Japan Advanced Institute of Science and Technology
JAIST Repository
https://dspace.jaist.ac.jp/
Title ボードゲームの着手評価関数の機械学習のためのパタ
ーン特徴量の選択と進化
Author(s) Nguyen, Quoc Huy Citation
Issue Date 2014‑09
Type Thesis or Dissertation Text version ETD
URL http://hdl.handle.net/10119/12287 Rights
Description Supervisor:池田 心, 情報科学研究科, 博士
Abstract
The target of our research is the artificial intelligence of computer games. The the artificial intelligence makes computer games be more interesting. There are several areas of games that AI is contributed to, but we focus on two-player deterministic perfect-information games, because the rules of these games are simple, a lot of people know them, and these systems have been used as the simple testbed of AI research. Our goal is to make strong computer players of board games.
In general background, game tree search is frequently used for making computer game player.
State evaluation functions are often necessary to evaluate a node, and action evaluation functions are also often used to enhance the search. Machine learning is quite effective to learn good evaluation functions automatically, compared to manual design, and it is already known that selection of features used for machine learning is very important for the performance.
In our specific case, we focus on the Monte Carlo Tree Search for Othello game as a game tree search, it needs a good action evaluation function using some patterns. We employ Bradley- Terry Minorization-Maximization as the learner, because it is effective in the game of Go and attracts attention. In our case, only the patterns are used as the features. But there are a lot of possible patterns, then working with pattern shapes is our motivation because we believe that there are many hidden good pattern shapes which have not been discovered.
From the reasons above, our purpose is to establish the way to obtain good pattern shapes automatically from given game records. Thus, the research questions are how to obtain better pattern shapes and how to reduce the optimization cost.
We want to optimize the pattern shapes, so two approaches are proposed to evaluate them.
One is to use statistic method to measure the hopefulness of a PS before learning. Another is to use the very early result of BTMM further with less learning data. Two approaches are our contribution, and they have some reasonable results.
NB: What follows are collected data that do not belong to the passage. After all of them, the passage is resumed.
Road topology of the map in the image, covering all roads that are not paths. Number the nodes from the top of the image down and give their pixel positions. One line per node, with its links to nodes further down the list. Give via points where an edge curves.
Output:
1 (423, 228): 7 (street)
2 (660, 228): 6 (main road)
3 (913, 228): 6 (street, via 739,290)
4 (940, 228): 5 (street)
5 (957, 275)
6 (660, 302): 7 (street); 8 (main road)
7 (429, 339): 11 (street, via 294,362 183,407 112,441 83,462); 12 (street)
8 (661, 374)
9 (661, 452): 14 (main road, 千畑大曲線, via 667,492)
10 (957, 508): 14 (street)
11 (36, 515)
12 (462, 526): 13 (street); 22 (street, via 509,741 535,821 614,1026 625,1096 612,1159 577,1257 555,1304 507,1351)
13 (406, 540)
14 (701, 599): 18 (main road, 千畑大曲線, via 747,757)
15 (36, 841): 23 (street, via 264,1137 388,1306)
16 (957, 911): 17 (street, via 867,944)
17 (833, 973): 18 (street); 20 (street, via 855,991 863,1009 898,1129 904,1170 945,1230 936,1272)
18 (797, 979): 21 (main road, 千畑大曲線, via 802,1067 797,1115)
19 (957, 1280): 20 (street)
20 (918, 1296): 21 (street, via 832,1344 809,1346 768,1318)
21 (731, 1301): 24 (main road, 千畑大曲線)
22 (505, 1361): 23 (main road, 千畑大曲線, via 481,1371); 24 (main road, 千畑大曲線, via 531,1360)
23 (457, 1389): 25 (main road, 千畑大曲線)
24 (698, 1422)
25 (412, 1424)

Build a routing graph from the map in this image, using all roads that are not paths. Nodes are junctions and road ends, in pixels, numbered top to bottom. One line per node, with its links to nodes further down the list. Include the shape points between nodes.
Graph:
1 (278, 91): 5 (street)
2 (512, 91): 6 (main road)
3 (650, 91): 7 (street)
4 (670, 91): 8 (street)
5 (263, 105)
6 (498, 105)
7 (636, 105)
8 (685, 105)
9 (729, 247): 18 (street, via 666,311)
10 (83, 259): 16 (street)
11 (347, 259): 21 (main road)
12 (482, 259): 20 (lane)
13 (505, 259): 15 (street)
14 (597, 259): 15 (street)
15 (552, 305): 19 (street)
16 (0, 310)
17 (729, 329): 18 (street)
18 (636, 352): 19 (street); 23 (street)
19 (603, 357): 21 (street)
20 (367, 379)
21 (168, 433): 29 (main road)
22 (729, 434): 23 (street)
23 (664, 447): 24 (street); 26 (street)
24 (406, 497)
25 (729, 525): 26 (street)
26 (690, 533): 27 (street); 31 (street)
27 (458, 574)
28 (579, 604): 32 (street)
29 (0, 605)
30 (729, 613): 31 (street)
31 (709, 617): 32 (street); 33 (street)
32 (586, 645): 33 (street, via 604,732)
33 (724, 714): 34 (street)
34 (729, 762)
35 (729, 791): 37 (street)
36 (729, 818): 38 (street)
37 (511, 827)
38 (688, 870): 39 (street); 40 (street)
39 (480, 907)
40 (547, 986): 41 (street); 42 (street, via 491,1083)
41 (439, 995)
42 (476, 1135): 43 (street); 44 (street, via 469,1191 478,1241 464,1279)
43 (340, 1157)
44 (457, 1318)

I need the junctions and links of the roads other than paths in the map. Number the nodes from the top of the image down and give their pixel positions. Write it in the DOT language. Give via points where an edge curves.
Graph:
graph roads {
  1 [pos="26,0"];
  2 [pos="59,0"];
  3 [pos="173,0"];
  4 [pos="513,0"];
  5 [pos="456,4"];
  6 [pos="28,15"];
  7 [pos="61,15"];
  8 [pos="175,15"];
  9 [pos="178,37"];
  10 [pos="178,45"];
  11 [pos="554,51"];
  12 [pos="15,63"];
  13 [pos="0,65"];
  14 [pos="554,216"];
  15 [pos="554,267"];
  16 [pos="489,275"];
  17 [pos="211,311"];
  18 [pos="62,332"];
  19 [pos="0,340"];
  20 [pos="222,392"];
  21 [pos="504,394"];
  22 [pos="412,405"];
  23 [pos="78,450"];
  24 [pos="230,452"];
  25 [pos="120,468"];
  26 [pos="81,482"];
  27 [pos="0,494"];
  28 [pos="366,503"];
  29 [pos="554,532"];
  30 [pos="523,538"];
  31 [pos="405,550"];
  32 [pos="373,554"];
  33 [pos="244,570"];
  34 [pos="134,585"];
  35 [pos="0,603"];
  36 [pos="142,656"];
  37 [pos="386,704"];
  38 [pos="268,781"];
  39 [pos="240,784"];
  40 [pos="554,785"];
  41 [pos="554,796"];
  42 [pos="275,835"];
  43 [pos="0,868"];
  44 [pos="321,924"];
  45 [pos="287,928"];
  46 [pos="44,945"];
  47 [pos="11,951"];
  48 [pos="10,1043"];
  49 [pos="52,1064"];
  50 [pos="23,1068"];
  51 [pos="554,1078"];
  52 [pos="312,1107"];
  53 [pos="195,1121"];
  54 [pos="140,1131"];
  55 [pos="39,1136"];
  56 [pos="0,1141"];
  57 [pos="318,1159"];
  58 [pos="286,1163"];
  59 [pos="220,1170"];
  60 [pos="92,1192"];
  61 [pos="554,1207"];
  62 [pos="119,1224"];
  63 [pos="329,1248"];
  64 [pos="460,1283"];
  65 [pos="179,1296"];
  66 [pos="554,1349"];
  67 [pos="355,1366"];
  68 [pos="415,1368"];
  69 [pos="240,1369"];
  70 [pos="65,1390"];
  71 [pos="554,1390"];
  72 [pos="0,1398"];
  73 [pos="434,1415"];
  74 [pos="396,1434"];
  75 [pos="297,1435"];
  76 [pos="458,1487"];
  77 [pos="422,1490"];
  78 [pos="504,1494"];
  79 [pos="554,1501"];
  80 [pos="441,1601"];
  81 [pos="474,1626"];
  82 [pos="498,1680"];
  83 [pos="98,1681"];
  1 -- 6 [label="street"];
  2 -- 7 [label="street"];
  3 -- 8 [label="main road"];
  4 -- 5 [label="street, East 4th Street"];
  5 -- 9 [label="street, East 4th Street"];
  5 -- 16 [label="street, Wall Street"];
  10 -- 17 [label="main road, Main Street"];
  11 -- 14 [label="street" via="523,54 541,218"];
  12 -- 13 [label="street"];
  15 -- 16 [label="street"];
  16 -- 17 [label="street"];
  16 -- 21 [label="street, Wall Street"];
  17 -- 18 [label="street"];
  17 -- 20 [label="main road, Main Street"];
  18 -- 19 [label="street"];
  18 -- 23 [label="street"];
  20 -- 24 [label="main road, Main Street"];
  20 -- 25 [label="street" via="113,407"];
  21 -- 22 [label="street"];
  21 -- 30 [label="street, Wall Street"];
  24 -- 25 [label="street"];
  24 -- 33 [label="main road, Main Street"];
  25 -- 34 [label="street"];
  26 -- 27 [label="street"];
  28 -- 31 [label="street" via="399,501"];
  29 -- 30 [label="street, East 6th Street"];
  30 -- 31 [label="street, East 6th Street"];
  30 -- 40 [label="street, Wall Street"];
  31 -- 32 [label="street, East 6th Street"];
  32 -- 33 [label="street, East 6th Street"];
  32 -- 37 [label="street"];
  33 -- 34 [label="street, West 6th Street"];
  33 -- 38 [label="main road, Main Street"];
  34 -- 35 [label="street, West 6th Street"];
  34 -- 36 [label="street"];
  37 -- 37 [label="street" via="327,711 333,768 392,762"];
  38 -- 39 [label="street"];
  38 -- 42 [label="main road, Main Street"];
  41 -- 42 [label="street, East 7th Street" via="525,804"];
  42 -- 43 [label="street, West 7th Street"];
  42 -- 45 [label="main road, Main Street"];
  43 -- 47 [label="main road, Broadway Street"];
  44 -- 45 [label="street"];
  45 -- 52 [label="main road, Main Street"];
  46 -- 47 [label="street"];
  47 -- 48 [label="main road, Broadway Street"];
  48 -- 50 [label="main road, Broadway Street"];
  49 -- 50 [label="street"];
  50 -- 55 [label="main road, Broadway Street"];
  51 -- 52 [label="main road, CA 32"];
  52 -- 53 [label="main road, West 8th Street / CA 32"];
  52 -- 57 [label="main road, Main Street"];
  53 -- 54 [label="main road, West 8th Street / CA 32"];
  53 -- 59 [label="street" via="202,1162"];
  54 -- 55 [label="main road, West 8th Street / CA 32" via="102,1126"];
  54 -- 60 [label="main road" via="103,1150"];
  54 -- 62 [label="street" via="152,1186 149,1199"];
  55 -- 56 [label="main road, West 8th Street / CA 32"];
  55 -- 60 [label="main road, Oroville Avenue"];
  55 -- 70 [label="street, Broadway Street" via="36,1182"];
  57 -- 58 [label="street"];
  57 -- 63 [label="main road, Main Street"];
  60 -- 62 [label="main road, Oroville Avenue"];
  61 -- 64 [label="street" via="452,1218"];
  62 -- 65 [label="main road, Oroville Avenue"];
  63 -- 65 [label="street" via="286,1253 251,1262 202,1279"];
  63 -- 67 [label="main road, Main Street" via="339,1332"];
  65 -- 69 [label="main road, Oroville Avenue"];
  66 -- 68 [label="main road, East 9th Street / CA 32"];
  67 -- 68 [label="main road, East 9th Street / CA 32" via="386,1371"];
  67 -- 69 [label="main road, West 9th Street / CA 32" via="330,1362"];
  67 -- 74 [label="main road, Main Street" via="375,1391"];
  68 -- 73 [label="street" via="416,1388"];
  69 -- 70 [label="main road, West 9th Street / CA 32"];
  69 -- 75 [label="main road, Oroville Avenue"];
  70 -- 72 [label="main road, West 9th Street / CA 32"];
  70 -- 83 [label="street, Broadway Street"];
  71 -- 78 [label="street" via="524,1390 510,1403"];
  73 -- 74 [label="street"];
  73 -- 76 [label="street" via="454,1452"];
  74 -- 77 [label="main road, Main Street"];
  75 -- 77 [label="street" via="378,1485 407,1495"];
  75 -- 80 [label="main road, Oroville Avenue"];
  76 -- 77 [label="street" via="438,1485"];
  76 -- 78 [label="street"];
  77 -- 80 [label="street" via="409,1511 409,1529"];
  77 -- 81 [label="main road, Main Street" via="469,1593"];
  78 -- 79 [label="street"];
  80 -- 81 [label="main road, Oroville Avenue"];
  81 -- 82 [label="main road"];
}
The game of Othello is used as an environment of experiments in this thesis, but the methods can be applied to almost all board games such as Go, Connect-6, Lines of Action, Hex, Shogi, which patterns are used. From many experiments, we have some following conclusions.
Evolution of PSs is done not by using MCTS performance but by light-BTMM for reducing cost. If MCTS performance needs 100 games to evaluate a pattern shape and each game needs 3 minutes, then we need 300 minutes to evaluate a pattern shape. Instead of using MCTS performance, if the heavy-BTMM is used, then it needs 8 minutes to evaluate a pattern shape.
However, the light-BTMM needs nearly 1 minute to evaluate a pattern shape. It is clear that using light-BTMM reduces cost significantly. MLE of the optimized patterns is improved compared to the often-used patterns by evolution. Because the MLE of the often-used patterns is -1.5 before optimization, but the MLE of the optimized patterns is -1.4 after optimization.
This means that we hope the MCTS performance will be improved if the optimized patterns are applied.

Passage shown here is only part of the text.